Dinci terör örgütlerine tırlarla silah taşıdılar. Şimdi biz de IŞİD’e karşıyız diyorlar. IŞİD bugün Diyarbakır sokaklarında Kobane için sokağa çıkanlara saldırıyor. IŞİD içimizde. Havalimanlarını, yolları, sınırları açan Libya’dan onlarca dinciyi Türkiye üzerinden Suriye’ye sokanları gözlerimizle gördük. Ancak bundan daha da önemlisi yeni IŞİD'cileri yetiştirmek için okullarımız İmam Hatiplere dönüşüyor, türban ilkokullarda bile serbest bırakılıyor, devlet okulları tek tek kapatılmaya çalışılıyor.

Ülkemiz gericileşiyor. Dini eğitim özgürlüğü adıyla uygulanan bu gericileştirmenin sonucu olsa olsa Türkçe konuşan yeni IŞİD'ciler olacaktır!

Alevi Çalıştayı mı dedi içinizden biri? Gören ya da duyan var mı? AKP’den milletvekili olan Aleviler neredeler şimdi? Mezhepçi bir dış siyasetin bizzat taşıyıcısı ve bunun uygulayacısı bir siyasi harekete kan taşıyanlar, Suriye’de dincilerin bombalı saldırısı sonucu yaşamını yitiren ilkokul çocuklarının sıraya girmiş fotoğrafına nasıl bakacak? Bu bombalar acaba Türkiye’den mi gitti gibi bir soruyu düşünmek ise soruların en ağırı galiba.
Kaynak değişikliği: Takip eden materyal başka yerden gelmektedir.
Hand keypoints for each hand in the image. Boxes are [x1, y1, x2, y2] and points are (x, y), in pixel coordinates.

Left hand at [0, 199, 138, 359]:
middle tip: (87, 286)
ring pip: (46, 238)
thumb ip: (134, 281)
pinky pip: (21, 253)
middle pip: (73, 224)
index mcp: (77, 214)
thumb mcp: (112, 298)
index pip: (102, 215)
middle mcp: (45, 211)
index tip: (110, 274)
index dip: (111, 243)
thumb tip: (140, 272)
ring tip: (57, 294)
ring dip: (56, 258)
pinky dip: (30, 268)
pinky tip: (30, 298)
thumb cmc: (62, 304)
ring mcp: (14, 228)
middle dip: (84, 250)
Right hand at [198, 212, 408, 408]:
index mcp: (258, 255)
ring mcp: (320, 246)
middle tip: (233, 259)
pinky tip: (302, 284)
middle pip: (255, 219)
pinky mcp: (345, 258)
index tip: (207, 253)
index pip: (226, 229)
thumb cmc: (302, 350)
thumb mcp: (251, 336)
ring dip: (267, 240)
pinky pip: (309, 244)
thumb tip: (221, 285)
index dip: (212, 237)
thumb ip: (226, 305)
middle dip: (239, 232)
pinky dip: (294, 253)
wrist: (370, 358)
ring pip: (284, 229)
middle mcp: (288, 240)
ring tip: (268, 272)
Mezhepçilik bunlarda, mezhep kışkırtıcılığı bunlarda!

Sünni anlayışla Ortadoğu’da açılım yapacaklarmış, İran’ın şiiliğinin karşısına böyle çıkacaklarmış ve bu yüzden de Esad’ın düşmesi gerekirmiş. Komşularla sıfır sorun politikası mezhepçilik ideolojisiyle Osmanlıcılıkmış…

Bu Osmanlıcılığın bir ayağı da Kuzey Irak Kürt bölgesi ile birleşmekmiş. İddiları bu, hevesleri bu. Hevesleri Kürt yurttaşlarımızla ortak yaşamak değil, Kürt Bölgesel Yönetimini himaye altına alıp petrol gelirlerine ortak olmak. Sizi gidi uyanıklar sizi. Büyük Türkiye, yeni Türkiye derken bunu kastetmiştiniz değil mi? Buna da barış süreci dediler!
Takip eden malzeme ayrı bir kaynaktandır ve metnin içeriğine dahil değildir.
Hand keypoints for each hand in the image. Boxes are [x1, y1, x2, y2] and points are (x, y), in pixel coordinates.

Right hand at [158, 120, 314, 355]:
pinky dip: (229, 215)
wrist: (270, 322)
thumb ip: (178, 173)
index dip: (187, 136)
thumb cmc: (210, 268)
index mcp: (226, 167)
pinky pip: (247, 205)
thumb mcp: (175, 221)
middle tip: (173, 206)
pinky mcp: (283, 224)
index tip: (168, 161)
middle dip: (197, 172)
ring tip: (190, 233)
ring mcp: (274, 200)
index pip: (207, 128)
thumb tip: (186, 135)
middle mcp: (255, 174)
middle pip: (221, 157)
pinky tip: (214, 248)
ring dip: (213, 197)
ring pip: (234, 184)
İleri demokrasi dediler, yeni Türkiye dediler, barış süreci dediler.

İleri demokrasi dediler, baskı, hukuksuzluk, gericilik geldi. Halkımız Haziran’da ayağa kalktı, 10 gencimiz yaşamını yitirdi.
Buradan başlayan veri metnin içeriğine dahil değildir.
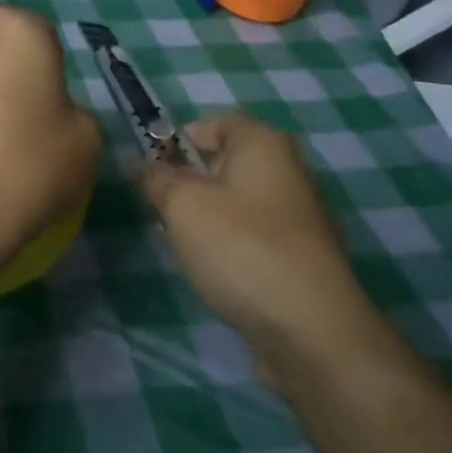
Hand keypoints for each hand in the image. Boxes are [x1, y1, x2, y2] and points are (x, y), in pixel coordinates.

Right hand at [139, 113, 384, 385]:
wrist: (311, 330)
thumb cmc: (240, 246)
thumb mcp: (181, 203)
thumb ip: (155, 177)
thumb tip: (140, 164)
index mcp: (264, 143)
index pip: (215, 122)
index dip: (179, 139)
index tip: (154, 169)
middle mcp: (289, 170)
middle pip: (226, 163)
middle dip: (190, 182)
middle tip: (162, 208)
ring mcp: (301, 217)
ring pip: (238, 202)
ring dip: (208, 218)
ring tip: (184, 244)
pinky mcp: (304, 258)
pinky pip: (256, 236)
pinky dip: (232, 247)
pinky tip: (216, 272)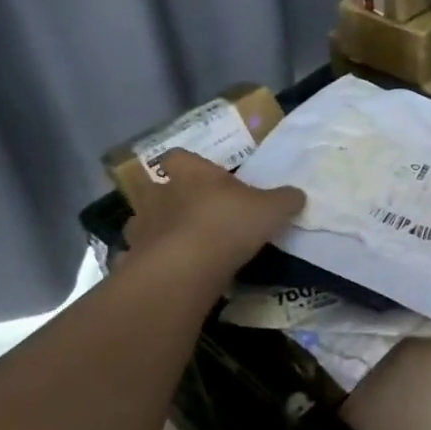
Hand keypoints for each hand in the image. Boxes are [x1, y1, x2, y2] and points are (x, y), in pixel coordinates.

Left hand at [117, 148, 304, 285]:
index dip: (189, 165)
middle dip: (168, 199)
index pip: (179, 156)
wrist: (185, 268)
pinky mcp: (133, 260)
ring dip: (156, 230)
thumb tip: (297, 195)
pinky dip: (149, 263)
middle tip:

Yeni Türkiye dediler, dinci çeteleri desteklediler, tırlarla silah taşıdılar, militanlara sınırlarımızı açtılar. Suriye’de iç savaşın üzerinden 3 yıl geçti. Yüz binlerce insan öldü, milyonlarca insan göç etti.

Barış süreci dediler. Kürtleri, Arapları, Türkmenleri IŞİD'ci, Nusracı dinci katliamcıların önüne atmaları yetmezmiş gibi Kobane’de Kürtlerin yok edilmesine sessiz kaldılar. Sokağa çıkan, Kobane’nin IŞİD'cilerin eline geçmesine hayır diyenlere saldırdılar. Sokağa çıkma yasağı, sıkıyönetim, 35 insanın ölümü.

Balkon konuşmalarından korkun! Balkon konuşmalarından gelişen, değişen, ilerleyen Türkiye bekleyip alkış koparanların saflığına verelim!

Mussolini’de balkondan konuşurdu, elini kaldırıp askeri geçit törenini izlerken!

Bugün Mussolini yok, konuştuğu balkon ise Roma’da tarihi binanın demirli bir çıkıntısı olarak duruyor!